Little Fish has taken to insisting that I "Wake up, Mummy" Apparently I am asleep and dreaming her existence. Which leads me to wonder whether, if I am dreaming this, is this better or worse than the reality? And do dreams really come with this level of smellovision (noises off: "wake up, Mummy, I did a poo")?
I had to write a letter today, a letter to people I've never met, talking about a child they don't know, and presenting a potted history of the past twelve months. Trying to find a balance between concentrating on the negatives and showing a miserable existence, and between ignoring them altogether and presenting a perfect fantasy life. Information about our family life but focused on one child, ignoring the others completely, yet not presenting one child in isolation. Choosing five photographs from the 500 possibles. A year in review, editing out funerals and family weddings, focussing in on the minutiae of daily life but only a small proportion of it. Editing without lying, being real without being too personal, but remembering that these people have a right to the most intimate of information.
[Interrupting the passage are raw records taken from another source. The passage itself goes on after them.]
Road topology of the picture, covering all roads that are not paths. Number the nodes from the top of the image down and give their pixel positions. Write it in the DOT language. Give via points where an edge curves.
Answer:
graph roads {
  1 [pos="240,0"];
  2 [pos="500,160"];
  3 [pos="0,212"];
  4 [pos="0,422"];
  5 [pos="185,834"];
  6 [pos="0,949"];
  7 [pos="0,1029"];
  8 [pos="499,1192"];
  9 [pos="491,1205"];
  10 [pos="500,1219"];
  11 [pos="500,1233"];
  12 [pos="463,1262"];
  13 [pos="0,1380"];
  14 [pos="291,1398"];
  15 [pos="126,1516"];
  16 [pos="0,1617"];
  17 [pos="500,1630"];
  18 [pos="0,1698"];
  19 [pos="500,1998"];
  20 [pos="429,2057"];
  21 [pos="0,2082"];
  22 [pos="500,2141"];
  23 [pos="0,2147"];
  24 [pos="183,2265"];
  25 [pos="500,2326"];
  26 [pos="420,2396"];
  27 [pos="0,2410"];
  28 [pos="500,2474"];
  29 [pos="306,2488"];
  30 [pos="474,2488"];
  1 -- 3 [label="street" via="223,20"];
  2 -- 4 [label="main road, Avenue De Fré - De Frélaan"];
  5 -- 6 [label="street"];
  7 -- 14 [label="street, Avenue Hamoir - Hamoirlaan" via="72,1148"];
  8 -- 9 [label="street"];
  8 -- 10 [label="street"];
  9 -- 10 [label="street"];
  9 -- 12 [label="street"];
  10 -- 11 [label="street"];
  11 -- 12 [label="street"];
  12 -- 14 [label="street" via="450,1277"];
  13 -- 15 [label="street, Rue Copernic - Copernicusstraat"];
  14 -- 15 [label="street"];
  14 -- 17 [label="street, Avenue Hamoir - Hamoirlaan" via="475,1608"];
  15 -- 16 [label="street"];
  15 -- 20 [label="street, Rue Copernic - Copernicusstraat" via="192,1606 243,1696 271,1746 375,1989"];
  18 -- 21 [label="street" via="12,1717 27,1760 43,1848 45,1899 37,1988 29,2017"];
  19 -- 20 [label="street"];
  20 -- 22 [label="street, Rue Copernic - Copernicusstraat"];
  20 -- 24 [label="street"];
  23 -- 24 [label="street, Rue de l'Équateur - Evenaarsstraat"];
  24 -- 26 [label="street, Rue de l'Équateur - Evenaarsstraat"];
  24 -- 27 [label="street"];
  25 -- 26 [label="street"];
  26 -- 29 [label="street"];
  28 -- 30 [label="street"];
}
It's been an interesting exercise. How do you boil down a year into a handful of pages of A4? This blog doesn't contain half of what happens in our lives; trying to concentrate that further, producing "essence of our life". I'm glad I only have to do it once a year.
And now I must go and make ourselves smart. Little Fish has been invited to a birthday party, and my presence has been requested. It's a disco party for 3-6 year olds. Pray for us!